Last April, my sister Tasha went to Kroger to get some groceries and came home with a kitten instead. She said a woman was standing outside the store with a box of kittens and by the time my sister got there only one was left. How could she not take him home?
She took him to the vet where they gave her the second surprise of the day: Not only did she get a new cat, she got a new cat with feline HIV or Feline Immunodeficiency Virus.
According to the ASPCA, FIV is one of the most common diseases found in cats and is more common in males. There isn’t any known cure yet, but symptoms tend to be mild and non-life threatening. Because FIV is an immunodeficiency virus, FIV-positive cats are more susceptible to other types of infections. In severe cases, cats can develop anemia, dental disease and enlarged lymph nodes, among some other symptoms.
My sister already had two cats at the time and decided she couldn’t take a sick cat home to her apartment for fear of this new cat infecting the others. So, she brought him to my apartment instead.
After telling me she already named him Kip, she asked if I could keep him in my apartment for a couple nights until she could take him to a shelter and find him a good home.
Historically, I hate cats. I’m a dog person through and through. But this grey and white little ball of fur was no bigger than my hand and started purring the second I picked him up. How could I not let him stay?
It took approximately 20 minutes for me to decide Kip was going to be mine for good. He won me over with his high-pitched “mew,” and slept on my neck the whole night, purring contently in his new home.
It also didn’t take long for me to notice Kip’s weird tendencies. For one, he wanted to be attached to me at all times, but holding him in my arms wasn’t good enough. He wanted to cling onto my legs. Or sit on my shoulder. Or even try to climb to the top of my head.
He insisted on going to the bathroom with me, and I don’t mean like sitting there in the bathroom with me while I took care of my business — every time I had to pee, he had to pee. He’d climb in his litter box and stare at me, awaiting my approval. To this day if I don’t let him in the bathroom with me he sticks his paws under the door and waves them to let me know he’s very upset.

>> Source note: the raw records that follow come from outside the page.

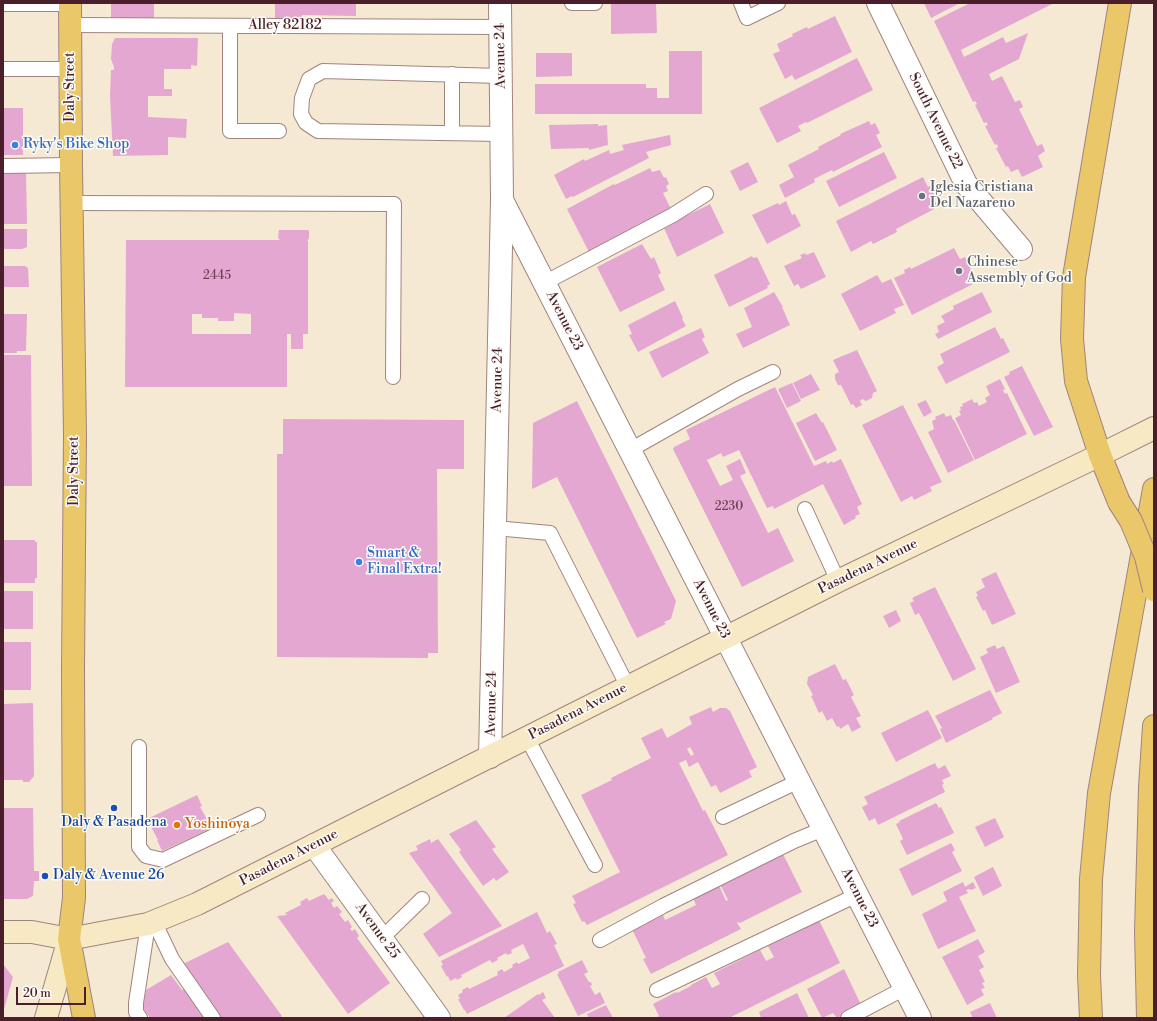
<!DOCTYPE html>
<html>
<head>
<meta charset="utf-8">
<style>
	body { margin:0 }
	#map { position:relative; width:1157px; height:1021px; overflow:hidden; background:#f5e9d3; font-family:"Libre Bodoni",serif }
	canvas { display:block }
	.frame { position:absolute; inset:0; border:4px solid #4a1f2b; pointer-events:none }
	.scale { position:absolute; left:16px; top:987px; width:70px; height:18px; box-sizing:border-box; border:2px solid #4a1f2b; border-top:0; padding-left:5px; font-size:12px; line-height:14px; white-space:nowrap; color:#4a1f2b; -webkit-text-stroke:3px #fdfcf7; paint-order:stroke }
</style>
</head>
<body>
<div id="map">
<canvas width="1157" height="1021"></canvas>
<div class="frame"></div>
<div class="scale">20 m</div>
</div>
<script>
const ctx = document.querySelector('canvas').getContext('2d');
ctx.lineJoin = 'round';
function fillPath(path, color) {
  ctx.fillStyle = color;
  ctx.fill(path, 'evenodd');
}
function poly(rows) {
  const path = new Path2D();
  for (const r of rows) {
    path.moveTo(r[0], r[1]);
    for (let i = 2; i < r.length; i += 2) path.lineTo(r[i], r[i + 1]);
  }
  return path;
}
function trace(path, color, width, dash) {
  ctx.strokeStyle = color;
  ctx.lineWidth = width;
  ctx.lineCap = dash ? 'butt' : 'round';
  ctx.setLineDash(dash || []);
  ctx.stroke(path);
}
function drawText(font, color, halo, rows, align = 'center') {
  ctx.font = font + ' "Libre Bodoni",serif';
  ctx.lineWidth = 3;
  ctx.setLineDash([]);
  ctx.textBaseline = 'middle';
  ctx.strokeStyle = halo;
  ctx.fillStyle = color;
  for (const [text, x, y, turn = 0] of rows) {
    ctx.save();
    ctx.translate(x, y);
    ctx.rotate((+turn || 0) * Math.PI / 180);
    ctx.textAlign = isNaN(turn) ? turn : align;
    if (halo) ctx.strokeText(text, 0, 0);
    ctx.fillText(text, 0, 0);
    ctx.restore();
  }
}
fillPath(poly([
	[111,3,154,3,154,20,111,20],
	[275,3,356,3,356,16,302,15,302,18,275,19],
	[611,3,656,3,657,33,611,34],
	[924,3,960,3,931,18],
	[970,3,1054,3,961,50,964,57,1003,37,1006,43,1028,33,1019,59,989,74,992,81,1002,76,1015,102,1020,100,1023,107,1019,109,1037,146,1042,144,1045,151,1038,156,1043,167,1022,177,1018,169,1011,172,1008,166,1006,167,996,148,998,148,997,144,995,145,985,126,988,125,986,122,984,123,975,105,977,104,975,101,973,102,934,21],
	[835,16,852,52,795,80,792,75,785,79,773,54,780,51,777,44,793,36,792,34,807,27,808,29],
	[115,38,198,38,197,66,191,65,191,69,164,69,164,89,172,89,172,96,148,96,148,117,187,119,186,138,168,137,168,155,113,156,110,96,111,70,114,70,114,67,111,59,112,44],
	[669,51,702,51,702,114,535,114,535,84,646,84,646,88,657,88,657,98,669,98],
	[536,53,572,53,572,76,536,77],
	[857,58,873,90,807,123,806,122,798,126,801,131,777,143,759,108],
	[3,108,23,108,23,155,3,155],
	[869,121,871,125,875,123,880,133,876,135,882,147,833,172,832,170,814,179,815,182,785,198,779,185,794,177,788,165,819,149,818,147,841,135,840,134],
	[598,124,598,126,607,125,608,145,589,150,589,148,551,149,549,125],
	[670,135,671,145,646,152,649,158,573,197,572,196,566,199,554,175,584,159,585,161,609,150,610,154,624,150,622,145],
	[884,152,897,178,839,207,826,181],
	[748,162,758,182,740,191,730,171],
	[650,168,652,172,660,170,664,178,666,177,669,184,666,186,668,191,663,193,671,209,635,226,636,228,589,252,567,209,614,184,615,185],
	[3,172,26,172,27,224,3,224],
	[923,177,928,187,930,186,935,196,933,197,938,207,896,229,897,232,873,244,871,241,851,252,836,221],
	[786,201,792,215,795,214,801,226,767,244,752,215,778,203,779,205],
	[710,204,724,233,677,257,664,228,668,227,668,225],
	[3,229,27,229,27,247,22,249,3,249],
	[279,230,308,230,309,231,309,238,307,241,308,241,308,334,303,334,303,349,291,349,291,334,287,334,287,387,125,387,126,240,280,240,278,238],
	[234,313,251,314,251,334,192,334,192,314,202,314,202,318,218,318,218,321,234,321],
	[642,244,651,259,654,257,661,273,658,275,665,290,620,312,597,267],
	[954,248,960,259,965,257,972,272,968,274,973,284,912,315,894,278,905,273,904,270,910,267,911,269],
	[814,252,826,277,801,289,798,284,794,286,784,266,802,258,800,255,805,253,806,255],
	[752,256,753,258,757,257,770,284,767,286,768,288,729,307,714,275],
	[3,266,25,266,28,268,29,287,3,287],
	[877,275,882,283,891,279,904,305,894,309,896,313,860,331,841,294],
	[774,292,783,307,782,307,790,325,743,348,736,334,752,327,744,308],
	[982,292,992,312,938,339,935,334,939,332,937,326,945,322,941,316,954,309,953,306],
	[675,301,683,318,682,319,686,326,638,352,629,335,632,334,628,325],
	[3,314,27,314,26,351,17,351,17,353,3,353],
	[995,327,1001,339,1003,338,1010,352,946,384,937,367,944,363,940,354],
	[701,328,705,337,702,339,709,353,662,378,649,352],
	[857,350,877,391,873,393,872,398,866,401,862,399,860,401,862,405,856,408,853,404,851,405,841,385,838,385,835,379,835,374,839,372,833,360],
	[3,355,31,355,32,486,3,486],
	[1022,366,1053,427,1034,436,1004,377,1010,374,1009,372],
	[811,374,820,390,801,399,793,383],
	[1000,379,1005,389,1003,390,1005,394,1007,393,1027,434,975,460,955,418,961,415,959,411,961,410,960,407,963,406,962,404,972,399,974,403,977,402,979,406,987,402,985,398,990,395,986,386],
	[792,383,801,401,787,408,778,389],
	[775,387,814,466,826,461,827,464,832,461,833,463,841,459,862,504,857,507,860,514,855,516,856,518,844,525,823,484,774,509,773,506,767,508,739,450,723,457,721,453,707,460,720,486,733,480,726,466,740,459,746,473,740,476,768,533,778,528,794,561,742,587,673,449,674,447,690,439,686,430],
	[926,400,932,412,924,417,917,404],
	[577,401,676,601,671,619,664,622,666,624,637,638,557,477,532,489,533,423],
	[903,405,942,482,930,487,932,491,914,500,912,496,901,502,862,425],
	[816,413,822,423,823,422,837,450,815,461,796,423],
	[944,413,946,417,951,415,953,420,954,420,974,460,948,473,928,432,934,429,932,421,936,419,935,417],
	[283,419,464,420,464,469,437,469,438,653,428,653,428,658,277,657,277,454,283,454],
	[3,540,35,540,35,542,37,542,37,578,35,578,35,583,3,583],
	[996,572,1016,614,992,625,985,610,983,611,976,597,978,596,976,592,985,587,981,579],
	[935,587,976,669,953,681,919,613,915,615,910,603,914,601,912,598],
	[3,591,33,591,33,629,3,629],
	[896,610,901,621,889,628,883,616],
	[3,642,31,642,31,690,3,690],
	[995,645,997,649,1004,646,1020,682,996,693,980,657,988,653,986,649],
	[835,664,843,680,846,679,854,695,851,697,861,716,856,718,861,727,852,732,848,724,840,729,839,726,837,727,832,718,827,721,822,711,819,713,811,696,813,695,807,684,808,677],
	[990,690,1002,713,992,718,993,719,946,743,940,729,942,728,935,716],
	[33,703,34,776,29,782,23,782,23,780,3,780,3,704],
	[711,707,713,712,720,708,726,708,730,711,757,767,749,771,752,777,720,793,716,785,711,787,698,762,689,767,686,760,679,763,703,811,705,810,728,855,587,925,584,921,582,922,573,904,576,903,572,896,620,872,581,795,612,780,611,778,651,758,641,738,662,728,667,738,692,724,689,717],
	[690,747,694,754,691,756,687,749],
	[928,710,942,738,896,762,881,733],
	[935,763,938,769,945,765,951,776,942,780,944,784,942,785,945,792,878,825,875,818,869,821,862,807,868,804,864,797],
	[197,795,202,806,200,807,212,828,162,851,157,840,158,840,147,819],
	[936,803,939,808,941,807,954,833,907,855,900,841,903,839,896,824,900,822,899,821],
	[3,808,33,808,34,871,39,871,39,881,34,881,33,896,27,899,3,899],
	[995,818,1004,837,985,847,975,827],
	[476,820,496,847,492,849,509,872,496,881,494,878,483,886,459,852,461,850,449,834],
	[430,839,431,843,438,839,502,926,439,957,423,934,452,913,409,853,418,850,416,846],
	[951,843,955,850,952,852,962,871,912,896,899,869],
	[781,850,802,892,740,923,739,922,737,923,741,929,651,974,643,959,646,958,631,927,662,912,665,920,696,905,692,896,718,883,726,901,728,900,719,882],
	[993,867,1002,886,983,896,974,877],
	[963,882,965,887,973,882,976,888,971,890,970,889,966,890,968,893,959,897,976,931,938,949,922,914,947,901,943,892],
	[324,894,329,900,332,898,334,901,331,903,334,908,337,906,342,912,339,914,345,922,348,920,352,927,350,929,352,931,355,929,359,936,357,938,390,983,348,1014,277,916,287,915,285,913,301,905,300,902,307,898,309,901],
	[537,912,547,933,550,931,557,944,554,945,564,966,467,1014,465,1010,464,1010,458,999,460,999,458,995,463,992,462,990,468,987,469,989,498,975,497,972,502,969,504,972,513,967,512,965,517,962,518,964,530,958,523,944,511,950,512,953,507,955,506,953,497,958,498,960,492,963,490,960,461,975,462,977,457,980,456,978,450,981,448,976,447,977,441,966,443,965,441,961],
	[819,920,840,963,729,1018,656,1018,659,1016,653,1004,676,992,677,993,691,986,691,985,706,977,712,988,720,984,714,973,760,950,766,961,774,957,768,946,784,938,784,939],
	[978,939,985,952,978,956,984,967,979,970,985,982,982,983,985,988,981,989,984,995,967,1005,942,957],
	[228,942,282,1016,279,1018,217,1018,179,966],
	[582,960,588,972,584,974,589,982,591,982,592,985,590,986,595,995,600,992,605,1003,578,1016,557,974,559,974,558,972],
	[3,964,13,977,3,1013],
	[844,969,861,1005,837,1018,833,1013,822,1018,807,989],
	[171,975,182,990,187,987,210,1018,150,1018,143,1008,146,990],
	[543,992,546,998,542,1000,555,1018,504,1018,538,994,539,995],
	[797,993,809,1018,761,1018,759,1012],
	[990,1003,997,1018,973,1018,970,1012],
	[606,1005,613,1018,589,1018,587,1014]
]), '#e4a7d2');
const lane = poly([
	[572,3,595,3],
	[741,3,747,18,778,3],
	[3,4,70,4],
	[71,25,500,27],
	[230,26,230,131,279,131],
	[3,69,71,69],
	[452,74,452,133],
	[501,76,323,71,309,79,302,98,301,114,306,123,318,131,501,134],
	[3,166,71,165],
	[72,203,394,204,393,377],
	[544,283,673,215,706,194],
	[630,450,738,389,773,372],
	[805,509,838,581],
	[495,528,550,533,628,687],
	[527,738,595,865],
	[139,747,139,847,146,856,163,860,258,815],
	[723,817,799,781],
	[154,921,172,959,213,1018],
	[382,938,422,899],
	[600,940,663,906,794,841,823,829],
	[657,990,857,895],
	[140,1018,136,1012,136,1003,148,924],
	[848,1018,905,988]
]);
const street = poly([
	[878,3,966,184,1021,249],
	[502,200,920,1018],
	[490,757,502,200,500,3],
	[314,845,439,1018]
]);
const secondary = poly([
	[3,932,32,932,69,939,148,924,197,904,838,581,1100,455,1154,428],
	[46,1018,69,939]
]);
const primary = poly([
	[70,3,71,165,75,435,73,668,74,898,69,939,84,1018],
	[1100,455,1076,381,1072,339,1074,277,1120,3]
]);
const highway = poly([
	[1100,455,1119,502],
	[1091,1018,1089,975,1091,879,1099,793,1154,489],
	[1148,1018,1146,931,1150,787,1154,726]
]);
trace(lane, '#a0847f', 16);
trace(street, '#a0847f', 24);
trace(secondary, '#a0847f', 24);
trace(primary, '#a0847f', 24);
trace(highway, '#a0847f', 24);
trace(lane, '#fff', 14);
trace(street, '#fff', 22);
trace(secondary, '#f7e9c3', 22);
trace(primary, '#eac769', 22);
trace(highway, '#eac769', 22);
const highwayBridge = poly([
	[1119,502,1131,521,1146,557,1154,590]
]);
trace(highwayBridge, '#a0847f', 24, []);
trace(highwayBridge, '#eac769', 22);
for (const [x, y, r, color] of [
	[15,145,4,"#3f7fe0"],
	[922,196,4,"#6b7280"],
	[959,271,4,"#6b7280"],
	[359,562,4,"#3f7fe0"],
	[114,808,4,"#1a4fb4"],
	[177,825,4,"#e8710a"],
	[45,876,4,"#1a4fb4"]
]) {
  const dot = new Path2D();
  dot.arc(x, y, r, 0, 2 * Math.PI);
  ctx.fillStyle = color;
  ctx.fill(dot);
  trace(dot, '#fdfcf7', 1.5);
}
drawText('12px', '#704155', null, [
	["2445",217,276],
	["2230",729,507]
]);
drawText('14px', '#4a1f2b', '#fdfcf7', [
	["Alley 82182",285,26],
	["Avenue 24",501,56,-91],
	["Daly Street",71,87,-90],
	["South Avenue 22",935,121,64],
	["Avenue 23",564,321,63],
	["Avenue 24",498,380,-89],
	["Daly Street",75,471,-90],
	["Pasadena Avenue",868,567,-26],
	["Avenue 23",711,609,63],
	["Avenue 24",492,704,-89],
	["Pasadena Avenue",578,712,-27],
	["Pasadena Avenue",289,858,-27],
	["Avenue 23",859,898,63],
	["Avenue 25",377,931,54]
]);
drawText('14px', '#366cbe', '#fdfcf7', [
	["Ryky's Bike Shop",23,145],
	["Smart &",367,554],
	["Final Extra!",367,570]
], 'left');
drawText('14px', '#5b616d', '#fdfcf7', [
	["Iglesia Cristiana",930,188],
	["Del Nazareno",930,204],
	["Chinese",967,263],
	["Assembly of God",967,279]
], 'left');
drawText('14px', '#164399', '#fdfcf7', [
	["Daly & Pasadena",114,823],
	["Daly & Avenue 26",53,876,"left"]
]);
drawText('14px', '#c56008', '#fdfcf7', [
	["Yoshinoya",185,825]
], 'left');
</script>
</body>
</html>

He also had a strange affinity for climbing into my toilet. I discovered this when I came home one day to find him soaking wet. I was confused, considering I left him locked in my bedroom all day, before I realized I also left the door to my bathroom — which was inside my bedroom — open with the toilet seat up.
You’d think he’d learn after the first time, but every time I’d forget to put the lid down, I’d come home to find a wet cat who just couldn’t help but climb up to see what was happening in there.
Later, I learned there was a possibility he didn’t actually have FIV — he may have tested positive because of an antibody from his mother. We had to wait until he was six months old before testing him again to get a final answer.
Because I had already signed a lease for the following year on a house that didn’t allow cats, my best friend, Grace, offered to house Kip at her place, but only on the condition he re-tested negative for FIV since she also had a cat. If he was positive, Kip would have to go live far away with my mom. I was rooting for Kip to stay in Oxford so I could still visit him all the time.
His six month FIV test fell during a trip to visit my boyfriend, who was living in Australia, so my sister took him to the vet for me. The test happened while I was on the plane and I knew I’d have the answer by the time I landed. I felt like I was waiting for my college acceptance letter all over again — I was so nervous.
When I landed after the 15-hour flight, I ran to the bathroom and stood in the stall to listen to the voicemail from my sister. She had forwarded the vet’s message to me, who said Kip was indeed FIV-free, and I probably scared some strangers when I yelled with happiness that my cat did not have AIDS.
Kip now lives with Grace and her three roommates, who have all become just as attached to him as me. He spends his days roaming from one bedroom to another, soliciting attention from whomever is home at the time. He has an older brother named Jingle Bells, Grace’s 9-year-old orange British shorthair. He’s grown a lot in the last year, but he still likes to play in the toilet.